Yugen Blakrok‘s sophomore album opens with the South African rapper introducing herself as a “vulture goddess” with 360 degree vision and the ability to harness the power of the Milky Way with her energy field. Backed by beatmaker Kanif‘s intoxicatingly saturnine production—which is all hazy synths, robust kicks, and pitted snares that hint at moody ’90s trip-hop—it’s an introductory feat of instant world-building that transports the listener to a shadowy underground sci-fi realm. Vivid verses packed with mythological creatures, astrological references, and interplanetary phenomena set Blakrok apart from her peers—in her lyrics, wack MCs are taken out by moonquakes cast from sacred spell books.

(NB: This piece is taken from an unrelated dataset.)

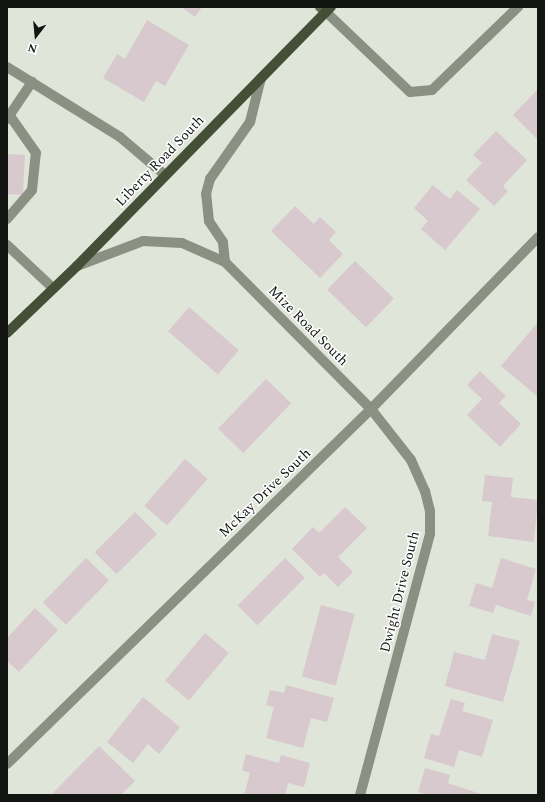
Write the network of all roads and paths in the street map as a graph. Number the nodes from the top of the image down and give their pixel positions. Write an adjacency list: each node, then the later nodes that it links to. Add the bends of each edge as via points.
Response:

Co-signing Anima Mysterium as a vital addition to the chamber of futuristic hip-hop projects, original interstellar oddball Kool Keith shows up on “Mars Attacks” and captains a starship that, “mega thrusts leaving Africa to the stratus of Proximus B.” “Land Of Gray,” the album’s intense conclusion, is steeped in squelches of distorted radio signals and features Blakrok donning a cloak of ravens and brandishing a scepter as she prepares to rip apart the very fabric of the world she’s created. “Troubles never cease / And man’s awakening is accompanied by grief,” Blakrok laments, exercising her divine right to destroy before she rebuilds.
Billy Woods & Kenny Segal
Billy Woods has built a career on being elusive. The Brooklyn-based rapper and Backwoodz Studioz founder hides his face in photographs and videos, and his verses combine literary references, political theories, and sardonic quips in a way that’s so intricately composed it often requires the listener to do some deep decoding. But on Hiding Places, producer Kenny Segal‘s beats bring out a newer economy of expression and emotion in Woods’s rhymes. “Too scared to write the book / Took it, put it in the hook of a song / No one listened to it—looks like I wasn’t wrong,” Woods confesses on opener “Spongebob,” where a mix of stony drums and ruminative guitars set the tone for the compact, 12-track album. Just like any Woods project, Hiding Places is full of studious rap references—the knotty “Steak Knives” flips lines from Outkast’s “Elevators,” and the brooding “Checkpoints” nods to characters in Wu-Tang Clan skits—but the emotional pull comes from the raw glimpses of autobiography. The confessional peak arrives in “A Day In A Week In A Year,” where Woods journeys through his memories until he’s back to being a kid in a Maryland cinema. “Life is just two quarters in the machine / But either you got it or you don’t, that’s the thing,” he raps, before delivering a heartrending sucker punch: “Dollar movie theater, dingy foyer, little kid not a penny to my name / Fuckin’ with the joystick pretending I was really playing / Pretending I was really playing.” In 2019, no one mixed metaphor and memoir as poignantly as Woods.